A high rate of vaccination is important also, he added, because the wider school community likely includes individuals who, even if vaccinated, may have underlying medical conditions that continue to put them at greater risk from COVID-19.
He called the current Canadian focus on mandatory vaccinations only for students in residences “a bit of a facade”.
“It looks like there’s a policy in place to protect the health and well-being of students, but it doesn’t really have an impact on a larger-scale level because most students don’t live in dorms and I’m almost sure that most faculty don’t live in dorms,” Vinh said.
If officials are not willing to make vaccination a requirement for all campus life, he concluded, then they must have an alternative strategy in place — for instance, regular and frequent COVID-19 testing.
Juggling overall campus health, individual choice
Enacting mandatory COVID-19 vaccination requires weighing a host of variables, according to Maxwell Smith, who published a policy brief for the World Health Organization this spring that outlines ethical considerations and caveats for governments and policy-makers wrestling with the issue.
“It’s important that we don’t run roughshod over people’s liberties…. But of course, if we have an infectious disease circulating in a pandemic, that can also have deleterious effects on people’s health and their liberties,” said Smith, a bioethicist, assistant professor of health studies at Western University and member of Ontario’s vaccination task force.
“We kind of have to trade off these different values: in terms of protecting the public’s health or protecting the health of the students on campus, but making sure that we are doing whatever we can to make sure that they’re able to make the sort of autonomous choices that they want to.”
Much also depends on the situation come fall, Smith noted.
For instance, by September, if enough of Canada’s adult population has received their shots and community transmission continues to drop and stay low, “there’s no need to use the force of law or policy to make sure that people are being vaccinated,” he said.
“But knowing that we really want to get back in-person … this is a measure that can help us get there. And once we get there, if we realize this is no longer necessary — or perhaps in semester two or next year this wouldn’t be necessary — then you can relax those sorts of requirements.”
Smith says it’s key for post-secondary officials to be transparent and offer concrete justification for any decision-making. If administrators can cite evidence of where outbreaks have occurred on campus or locations of highest risk (like residences and gyms, for instance), then strong measures such as vaccination mandates in those settings may be considered reasonable and make more sense to the community.

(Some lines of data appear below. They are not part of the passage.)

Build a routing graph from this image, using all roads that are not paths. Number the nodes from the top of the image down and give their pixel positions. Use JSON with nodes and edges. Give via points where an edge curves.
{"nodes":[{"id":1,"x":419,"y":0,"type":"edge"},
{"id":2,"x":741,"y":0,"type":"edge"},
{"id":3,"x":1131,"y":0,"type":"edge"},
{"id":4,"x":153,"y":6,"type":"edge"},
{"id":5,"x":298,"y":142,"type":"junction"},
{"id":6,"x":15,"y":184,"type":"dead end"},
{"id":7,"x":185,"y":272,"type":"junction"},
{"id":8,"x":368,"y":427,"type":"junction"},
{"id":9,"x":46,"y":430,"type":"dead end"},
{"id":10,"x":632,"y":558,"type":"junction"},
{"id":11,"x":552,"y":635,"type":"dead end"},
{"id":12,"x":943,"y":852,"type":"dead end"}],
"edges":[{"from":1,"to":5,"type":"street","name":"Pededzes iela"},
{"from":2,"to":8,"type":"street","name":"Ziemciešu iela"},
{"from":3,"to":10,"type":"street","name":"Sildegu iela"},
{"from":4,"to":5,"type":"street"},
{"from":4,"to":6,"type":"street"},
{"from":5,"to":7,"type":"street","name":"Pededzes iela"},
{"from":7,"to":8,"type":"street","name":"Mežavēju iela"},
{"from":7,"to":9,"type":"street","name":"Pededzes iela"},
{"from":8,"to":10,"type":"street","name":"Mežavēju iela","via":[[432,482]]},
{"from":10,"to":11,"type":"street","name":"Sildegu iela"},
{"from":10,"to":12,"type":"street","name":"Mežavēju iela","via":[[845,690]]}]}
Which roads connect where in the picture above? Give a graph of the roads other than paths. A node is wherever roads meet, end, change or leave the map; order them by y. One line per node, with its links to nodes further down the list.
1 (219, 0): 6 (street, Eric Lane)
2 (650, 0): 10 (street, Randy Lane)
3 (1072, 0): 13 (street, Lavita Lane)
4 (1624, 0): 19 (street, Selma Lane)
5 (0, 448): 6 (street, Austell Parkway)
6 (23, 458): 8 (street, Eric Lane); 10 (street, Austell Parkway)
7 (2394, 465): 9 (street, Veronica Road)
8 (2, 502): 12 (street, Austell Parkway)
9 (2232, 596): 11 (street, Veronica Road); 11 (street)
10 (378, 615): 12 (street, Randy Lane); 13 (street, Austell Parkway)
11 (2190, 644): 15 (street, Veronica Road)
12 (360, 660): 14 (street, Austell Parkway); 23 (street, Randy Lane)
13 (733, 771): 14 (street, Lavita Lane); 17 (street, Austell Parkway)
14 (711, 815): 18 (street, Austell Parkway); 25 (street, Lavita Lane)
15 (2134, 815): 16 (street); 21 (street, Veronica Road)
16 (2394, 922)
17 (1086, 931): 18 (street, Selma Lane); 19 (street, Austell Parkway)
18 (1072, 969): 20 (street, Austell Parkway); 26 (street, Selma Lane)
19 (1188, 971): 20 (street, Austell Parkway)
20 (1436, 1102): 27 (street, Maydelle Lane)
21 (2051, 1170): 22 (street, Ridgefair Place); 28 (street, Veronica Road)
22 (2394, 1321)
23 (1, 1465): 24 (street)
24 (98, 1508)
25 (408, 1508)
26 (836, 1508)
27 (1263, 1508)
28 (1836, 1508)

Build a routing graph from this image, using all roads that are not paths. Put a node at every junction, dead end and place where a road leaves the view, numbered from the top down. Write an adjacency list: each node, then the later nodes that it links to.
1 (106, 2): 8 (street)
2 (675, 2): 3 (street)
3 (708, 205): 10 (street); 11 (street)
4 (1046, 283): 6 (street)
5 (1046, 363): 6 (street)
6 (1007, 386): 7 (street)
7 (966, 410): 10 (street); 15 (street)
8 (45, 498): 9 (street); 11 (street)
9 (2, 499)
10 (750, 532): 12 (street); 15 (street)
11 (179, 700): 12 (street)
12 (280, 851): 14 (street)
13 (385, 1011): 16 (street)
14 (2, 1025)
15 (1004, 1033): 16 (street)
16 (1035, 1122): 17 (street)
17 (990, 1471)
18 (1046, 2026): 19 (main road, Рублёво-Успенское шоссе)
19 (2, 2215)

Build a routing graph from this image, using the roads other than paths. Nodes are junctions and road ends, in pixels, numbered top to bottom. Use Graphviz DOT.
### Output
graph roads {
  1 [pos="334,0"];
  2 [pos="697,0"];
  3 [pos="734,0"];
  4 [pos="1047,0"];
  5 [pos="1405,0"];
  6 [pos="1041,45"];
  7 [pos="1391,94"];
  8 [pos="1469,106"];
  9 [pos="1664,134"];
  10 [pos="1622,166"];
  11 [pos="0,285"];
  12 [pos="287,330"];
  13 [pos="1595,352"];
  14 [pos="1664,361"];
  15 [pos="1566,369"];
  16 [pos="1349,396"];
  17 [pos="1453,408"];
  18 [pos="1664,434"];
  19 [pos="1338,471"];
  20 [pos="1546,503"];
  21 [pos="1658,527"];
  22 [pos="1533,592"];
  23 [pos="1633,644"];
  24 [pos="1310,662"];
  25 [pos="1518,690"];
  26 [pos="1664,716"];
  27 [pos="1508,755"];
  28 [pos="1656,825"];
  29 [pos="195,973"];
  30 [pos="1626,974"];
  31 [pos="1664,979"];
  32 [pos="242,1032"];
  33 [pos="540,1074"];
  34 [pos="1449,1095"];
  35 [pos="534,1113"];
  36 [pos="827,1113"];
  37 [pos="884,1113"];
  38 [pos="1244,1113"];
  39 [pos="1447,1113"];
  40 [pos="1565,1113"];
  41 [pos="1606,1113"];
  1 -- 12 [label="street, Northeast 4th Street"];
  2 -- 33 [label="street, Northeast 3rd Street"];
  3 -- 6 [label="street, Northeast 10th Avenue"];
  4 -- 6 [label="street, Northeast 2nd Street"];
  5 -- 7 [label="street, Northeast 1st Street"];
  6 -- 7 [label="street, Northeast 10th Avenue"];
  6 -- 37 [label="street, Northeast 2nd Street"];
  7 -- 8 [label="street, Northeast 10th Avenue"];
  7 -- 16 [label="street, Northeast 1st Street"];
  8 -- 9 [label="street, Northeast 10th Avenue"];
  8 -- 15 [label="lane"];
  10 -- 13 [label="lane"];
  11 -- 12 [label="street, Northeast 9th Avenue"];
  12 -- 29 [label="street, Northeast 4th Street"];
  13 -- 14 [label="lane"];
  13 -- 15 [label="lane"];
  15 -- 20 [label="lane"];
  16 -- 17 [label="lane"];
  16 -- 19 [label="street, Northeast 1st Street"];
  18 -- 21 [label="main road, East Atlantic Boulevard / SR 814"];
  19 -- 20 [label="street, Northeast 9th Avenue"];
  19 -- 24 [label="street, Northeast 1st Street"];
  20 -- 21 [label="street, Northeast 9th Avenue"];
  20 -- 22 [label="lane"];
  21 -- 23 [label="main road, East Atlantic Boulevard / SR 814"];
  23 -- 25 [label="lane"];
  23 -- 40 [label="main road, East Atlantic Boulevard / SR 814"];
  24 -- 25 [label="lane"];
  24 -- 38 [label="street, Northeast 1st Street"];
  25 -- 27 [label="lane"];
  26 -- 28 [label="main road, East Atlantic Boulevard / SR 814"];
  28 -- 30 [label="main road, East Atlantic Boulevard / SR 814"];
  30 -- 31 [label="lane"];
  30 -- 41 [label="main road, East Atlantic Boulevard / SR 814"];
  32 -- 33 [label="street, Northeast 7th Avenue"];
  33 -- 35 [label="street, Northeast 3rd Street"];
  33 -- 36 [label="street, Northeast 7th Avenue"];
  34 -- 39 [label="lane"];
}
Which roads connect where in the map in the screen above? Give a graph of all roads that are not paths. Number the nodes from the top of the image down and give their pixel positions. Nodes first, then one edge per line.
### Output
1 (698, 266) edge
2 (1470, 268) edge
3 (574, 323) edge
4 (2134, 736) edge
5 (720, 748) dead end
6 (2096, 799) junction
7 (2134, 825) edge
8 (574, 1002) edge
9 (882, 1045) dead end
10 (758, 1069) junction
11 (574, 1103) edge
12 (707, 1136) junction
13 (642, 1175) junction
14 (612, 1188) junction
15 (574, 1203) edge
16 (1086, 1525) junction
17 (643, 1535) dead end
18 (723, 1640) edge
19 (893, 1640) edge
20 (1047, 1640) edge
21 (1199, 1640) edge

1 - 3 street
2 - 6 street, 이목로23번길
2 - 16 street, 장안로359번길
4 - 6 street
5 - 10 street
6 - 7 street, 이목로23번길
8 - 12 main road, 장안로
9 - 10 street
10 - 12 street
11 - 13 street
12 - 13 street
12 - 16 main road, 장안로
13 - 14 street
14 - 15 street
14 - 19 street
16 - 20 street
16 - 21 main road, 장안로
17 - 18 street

Without the evidence and transparency, strict policies could backfire. “That’s when you start to perhaps see more lacking confidence or distrusting those that are making these sorts of decisions — and that could lead to more vaccine hesitancy.”
Perhaps the best plan, Smith says, is simply reducing all barriers and making vaccine doses available to students, school staff and faculty right in the middle of campus.
“Just to make sure that they’re so readily accessible that it’s the easiest thing in the world to go get it.”